REQUIRED ACTION -> Return a copy of every line in the records that includes the word "ถนนประชาอ".

*** Opening of DATASET EXTRACT ***

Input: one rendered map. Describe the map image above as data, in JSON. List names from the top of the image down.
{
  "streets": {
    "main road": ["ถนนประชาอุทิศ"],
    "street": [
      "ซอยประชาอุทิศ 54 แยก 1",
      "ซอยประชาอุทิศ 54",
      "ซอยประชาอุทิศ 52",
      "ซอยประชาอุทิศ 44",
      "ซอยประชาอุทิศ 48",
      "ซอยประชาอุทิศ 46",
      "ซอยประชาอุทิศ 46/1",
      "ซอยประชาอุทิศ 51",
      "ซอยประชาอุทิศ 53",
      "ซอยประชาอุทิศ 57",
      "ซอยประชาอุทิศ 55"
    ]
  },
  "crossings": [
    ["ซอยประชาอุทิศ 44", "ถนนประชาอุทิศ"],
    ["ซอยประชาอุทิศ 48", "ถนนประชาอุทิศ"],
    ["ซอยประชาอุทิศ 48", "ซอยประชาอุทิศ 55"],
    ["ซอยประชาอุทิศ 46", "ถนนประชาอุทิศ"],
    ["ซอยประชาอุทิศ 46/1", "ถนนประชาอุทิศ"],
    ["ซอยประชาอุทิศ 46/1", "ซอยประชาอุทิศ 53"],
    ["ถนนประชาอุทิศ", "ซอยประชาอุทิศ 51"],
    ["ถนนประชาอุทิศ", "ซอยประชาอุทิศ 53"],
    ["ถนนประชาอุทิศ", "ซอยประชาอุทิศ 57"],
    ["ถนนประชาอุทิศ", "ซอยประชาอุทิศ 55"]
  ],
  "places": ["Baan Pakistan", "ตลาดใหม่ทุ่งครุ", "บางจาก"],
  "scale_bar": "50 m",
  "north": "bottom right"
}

*** Close of DATASET EXTRACT ***

EXERCISE RESULT ->
    "main road": ["ถนนประชาอุทิศ"],
    ["ซอยประชาอุทิศ 44", "ถนนประชาอุทิศ"],
    ["ซอยประชาอุทิศ 48", "ถนนประชาอุทิศ"],
    ["ซอยประชาอุทิศ 46", "ถนนประชาอุทิศ"],
    ["ซอยประชาอุทิศ 46/1", "ถนนประชาอุทิศ"],
    ["ถนนประชาอุทิศ", "ซอยประชาอุทิศ 51"],
    ["ถนนประชาอุทิศ", "ซอยประชาอุทิศ 53"],
    ["ถนนประชาอุทิศ", "ซอยประชาอุทิศ 57"],
    ["ถนนประชาอุทิศ", "ซอยประชาอุทิศ 55"]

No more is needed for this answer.